In the left sidebar, click Resources > Datasets.

Click the + Create Dataset button in the upper right and enter:

FieldValue
Nametutorial-eval
Versionmain
Description(optional)

Click the created Dataset to go to the detail screen, then in the Current Info tab click the + Add/Replace Data button in the upper right.

Choose a data source

Two data sources are supported: HF dataset and JSONL dataset.

  • HF dataset: pull a dataset directly from the Hugging Face Hub.
  • JSONL dataset: upload a JSONL file you prepared locally.

Add/Replace data

When using an HF dataset

Select HF dataset and enter:

FieldValue
Hugging Face repo IDopenai/gsm8k
Subsetmain
Splittrain
Revisionmain

These fields take values you can find on the Hugging Face dataset page, and can be changed freely to match the dataset you want to evaluate.

HF dataset input

Click the Run button to pull the dataset. When the job completes, the status changes to Ready.

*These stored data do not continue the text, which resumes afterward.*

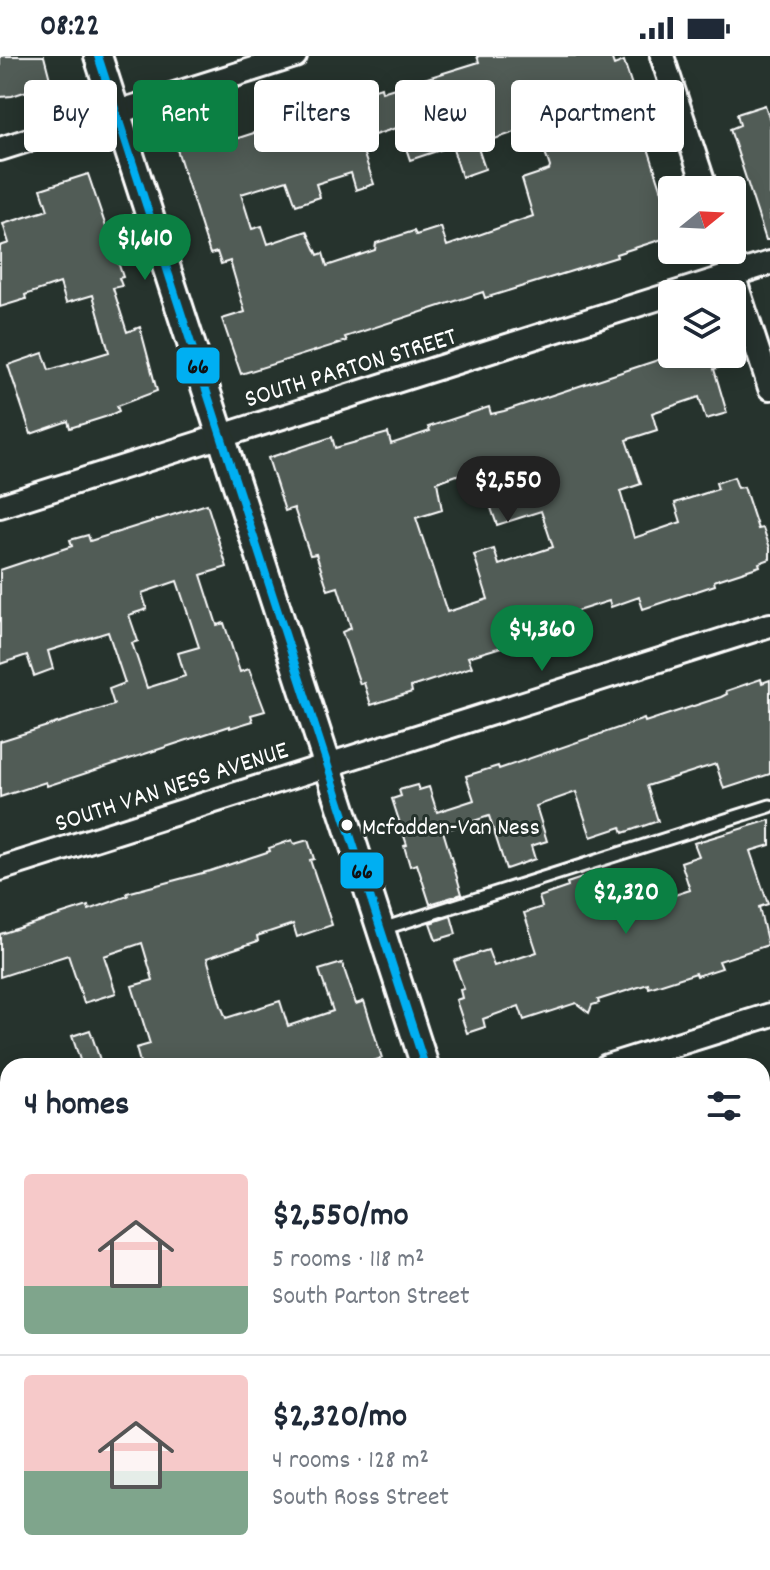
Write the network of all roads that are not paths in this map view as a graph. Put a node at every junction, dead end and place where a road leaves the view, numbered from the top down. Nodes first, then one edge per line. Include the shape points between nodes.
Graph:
1 (98, 56) edge
2 (295, 56) edge
3 (662, 56) edge
4 (106, 80) edge
5 (117, 112) edge
6 (117, 115) edge
7 (24, 141) edge
8 (0, 149) edge
9 (701, 176) edge
10 (770, 263) edge
11 (729, 264) edge
12 (733, 275) junction
13 (717, 280) edge
14 (658, 298) edge
15 (770, 388) edge
16 (221, 436) junction
17 (0, 506) edge
18 (770, 625) edge
19 (328, 765) junction
20 (770, 806) edge
21 (0, 869) edge
22 (382, 929) junction
23 (770, 1015) edge
24 (422, 1058) edge
25 (633, 1058) edge

1 - 4 street
2 - 5 street
3 - 9 street
6 - 16 street
7 - 8 street
10 - 12 street, SOUTH PARTON STREET
11 - 12 street
12 - 13 street, SOUTH PARTON STREET
12 - 15 street
14 - 16 street, SOUTH PARTON STREET
16 - 17 street, SOUTH PARTON STREET
16 - 19 street
18 - 19 street, SOUTH VAN NESS AVENUE
19 - 21 street, SOUTH VAN NESS AVENUE
19 - 22 street
20 - 22 lane
22 - 24 street
23 - 25 street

When using a JSONL dataset

If you want to evaluate data you already have, select JSONL dataset. Prepare it as JSON Lines where each line is a single evaluation sample.

{"input": "What is 2+2?", "expected_output": "4"}
{"input": "Capital of France?", "expected_output": "Paris"}
{"input": "Color of the sky?", "expected_output": "Blue"}
  • input: the question/prompt given to the model
  • expected_output: the expected output to compare as the answer

Create a separate Dataset (e.g., tutorial-eval-jsonl), choose JSONL dataset in + Add/Replace Data, and upload a file in the format above. From there the flow is the same as the HF dataset case — wait for the status to become Ready.


2. Create an Evaluation Method

In the Dataset detail screen, click the Evaluation Methods tab and press the + Create Evaluation Method button.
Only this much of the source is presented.